- **DESCRIPTION OF THE TASK**: Whenever a line of the records below contains the word "Briarfield", copy that line.

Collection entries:
________________________
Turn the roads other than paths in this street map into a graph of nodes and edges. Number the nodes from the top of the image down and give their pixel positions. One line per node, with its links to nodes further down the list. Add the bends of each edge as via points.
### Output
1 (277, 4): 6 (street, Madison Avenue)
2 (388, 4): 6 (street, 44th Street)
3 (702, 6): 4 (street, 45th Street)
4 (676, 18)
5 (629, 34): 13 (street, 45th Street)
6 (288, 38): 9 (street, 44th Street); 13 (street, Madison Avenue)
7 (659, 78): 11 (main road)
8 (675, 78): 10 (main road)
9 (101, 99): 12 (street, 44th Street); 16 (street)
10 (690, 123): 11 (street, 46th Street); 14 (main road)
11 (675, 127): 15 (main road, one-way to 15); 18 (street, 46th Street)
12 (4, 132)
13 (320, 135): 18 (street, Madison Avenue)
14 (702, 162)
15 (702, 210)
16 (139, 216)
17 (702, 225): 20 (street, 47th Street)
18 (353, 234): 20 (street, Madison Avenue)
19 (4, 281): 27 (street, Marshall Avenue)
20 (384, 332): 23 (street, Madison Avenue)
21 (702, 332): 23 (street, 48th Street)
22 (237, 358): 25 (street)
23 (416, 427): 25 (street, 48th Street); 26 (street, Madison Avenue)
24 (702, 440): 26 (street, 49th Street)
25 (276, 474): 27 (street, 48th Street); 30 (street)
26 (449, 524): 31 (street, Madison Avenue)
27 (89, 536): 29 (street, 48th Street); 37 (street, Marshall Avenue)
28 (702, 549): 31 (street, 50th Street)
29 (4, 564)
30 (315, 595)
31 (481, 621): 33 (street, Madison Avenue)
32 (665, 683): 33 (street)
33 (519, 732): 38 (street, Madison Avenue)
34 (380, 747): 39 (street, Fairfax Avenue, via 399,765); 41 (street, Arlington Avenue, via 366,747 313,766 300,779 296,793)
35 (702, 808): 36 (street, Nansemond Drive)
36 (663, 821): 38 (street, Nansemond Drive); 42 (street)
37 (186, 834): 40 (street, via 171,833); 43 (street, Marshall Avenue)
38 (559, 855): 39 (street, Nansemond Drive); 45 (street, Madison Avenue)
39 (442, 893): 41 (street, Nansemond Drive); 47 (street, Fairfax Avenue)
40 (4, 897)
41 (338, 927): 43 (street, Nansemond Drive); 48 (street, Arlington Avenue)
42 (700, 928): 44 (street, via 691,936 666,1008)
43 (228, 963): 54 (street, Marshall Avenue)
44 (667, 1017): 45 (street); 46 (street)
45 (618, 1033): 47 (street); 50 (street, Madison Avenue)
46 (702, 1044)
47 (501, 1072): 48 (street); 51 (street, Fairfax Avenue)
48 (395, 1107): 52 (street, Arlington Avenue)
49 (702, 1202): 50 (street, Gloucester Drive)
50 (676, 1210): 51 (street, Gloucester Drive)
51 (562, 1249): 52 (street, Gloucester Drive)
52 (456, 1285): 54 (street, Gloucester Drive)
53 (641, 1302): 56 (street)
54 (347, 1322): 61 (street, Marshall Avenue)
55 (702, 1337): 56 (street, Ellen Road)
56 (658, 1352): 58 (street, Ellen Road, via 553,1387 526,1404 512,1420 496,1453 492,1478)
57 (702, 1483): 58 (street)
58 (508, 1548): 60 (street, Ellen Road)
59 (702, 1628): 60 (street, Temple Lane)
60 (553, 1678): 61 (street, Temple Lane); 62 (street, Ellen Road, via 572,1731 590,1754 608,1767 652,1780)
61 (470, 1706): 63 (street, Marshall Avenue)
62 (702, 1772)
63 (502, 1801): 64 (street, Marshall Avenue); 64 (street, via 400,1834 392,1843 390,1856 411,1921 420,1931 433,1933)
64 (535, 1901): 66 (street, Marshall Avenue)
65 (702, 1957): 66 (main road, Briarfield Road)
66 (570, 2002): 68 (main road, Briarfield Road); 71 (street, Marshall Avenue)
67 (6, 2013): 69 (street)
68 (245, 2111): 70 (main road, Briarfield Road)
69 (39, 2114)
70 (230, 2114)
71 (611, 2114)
________________________
- **WRITTEN RESPONSE**:
65 (702, 1957): 66 (main road, Briarfield Road)
66 (570, 2002): 68 (main road, Briarfield Road); 71 (street, Marshall Avenue)
68 (245, 2111): 70 (main road, Briarfield Road)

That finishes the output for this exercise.